▶ [What the exercise asks]
A faithful copy of each entry below is expected, with the images removed.
++++ Material for this exercise
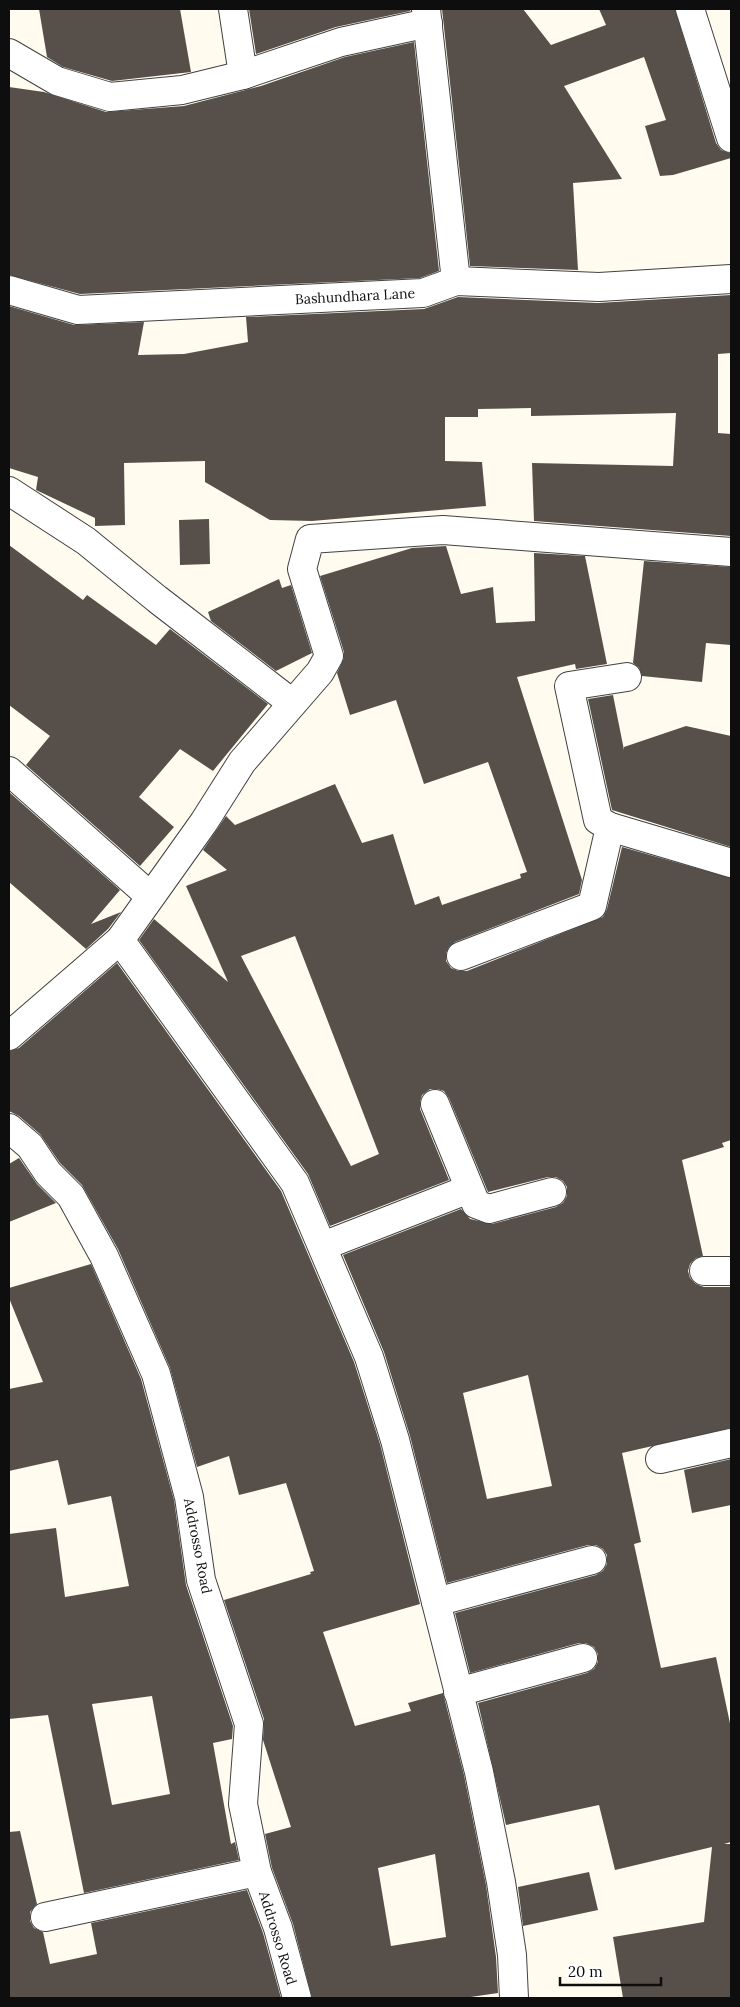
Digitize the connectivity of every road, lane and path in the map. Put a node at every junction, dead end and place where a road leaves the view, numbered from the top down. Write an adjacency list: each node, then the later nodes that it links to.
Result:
1 (233, 9): 5 (street)
2 (690, 9): 6 (street)
3 (427, 16): 5 (street); 8 (street)
4 (9, 54): 5 (street)
5 (243, 74)
6 (731, 138)
7 (731, 280): 8 (street, Bashundhara Lane)
8 (456, 282): 9 (street, Bashundhara Lane)
9 (9, 290)
10 (9, 491): 13 (street)
11 (731, 552): 13 (street)
12 (627, 677): 15 (street)
13 (292, 703): 17 (street)
14 (9, 771): 17 (street)
15 (610, 827): 16 (street); 19 (street)
16 (731, 863)
17 (150, 896): 18 (street)
18 (120, 940): 20 (street); 25 (street)
19 (461, 956)
20 (12, 1028)
21 (436, 1104): 23 (street)
22 (9, 1128): 34 (street, Addrosso Road)
23 (468, 1189): 24 (street); 25 (street)
24 (552, 1192)
25 (323, 1246): 31 (street)
26 (704, 1271): 27 (street)
27 (731, 1271)
28 (731, 1443): 29 (street)
29 (660, 1459)
30 (592, 1560): 31 (street)
31 (436, 1602): 33 (street)
32 (583, 1658): 33 (street)
33 (458, 1692): 37 (street)
34 (257, 1872): 35 (street); 36 (street, Addrosso Road)
35 (45, 1917)
36 (297, 1998)
37 (514, 1998)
++++++++
▶ [Finished exercise]
Digitize the connectivity of every road, lane and path in the map. Put a node at every junction, dead end and place where a road leaves the view, numbered from the top down. Write an adjacency list: each node, then the later nodes that it links to.
Result:
1 (233, 9): 5 (street)
2 (690, 9): 6 (street)
3 (427, 16): 5 (street); 8 (street)
4 (9, 54): 5 (street)
5 (243, 74)
6 (731, 138)
7 (731, 280): 8 (street, Bashundhara Lane)
8 (456, 282): 9 (street, Bashundhara Lane)
9 (9, 290)
10 (9, 491): 13 (street)
11 (731, 552): 13 (street)
12 (627, 677): 15 (street)
13 (292, 703): 17 (street)
14 (9, 771): 17 (street)
15 (610, 827): 16 (street); 19 (street)
16 (731, 863)
17 (150, 896): 18 (street)
18 (120, 940): 20 (street); 25 (street)
19 (461, 956)
20 (12, 1028)
21 (436, 1104): 23 (street)
22 (9, 1128): 34 (street, Addrosso Road)
23 (468, 1189): 24 (street); 25 (street)
24 (552, 1192)
25 (323, 1246): 31 (street)
26 (704, 1271): 27 (street)
27 (731, 1271)
28 (731, 1443): 29 (street)
29 (660, 1459)
30 (592, 1560): 31 (street)
31 (436, 1602): 33 (street)
32 (583, 1658): 33 (street)
33 (458, 1692): 37 (street)
34 (257, 1872): 35 (street); 36 (street, Addrosso Road)
35 (45, 1917)
36 (297, 1998)
37 (514, 1998)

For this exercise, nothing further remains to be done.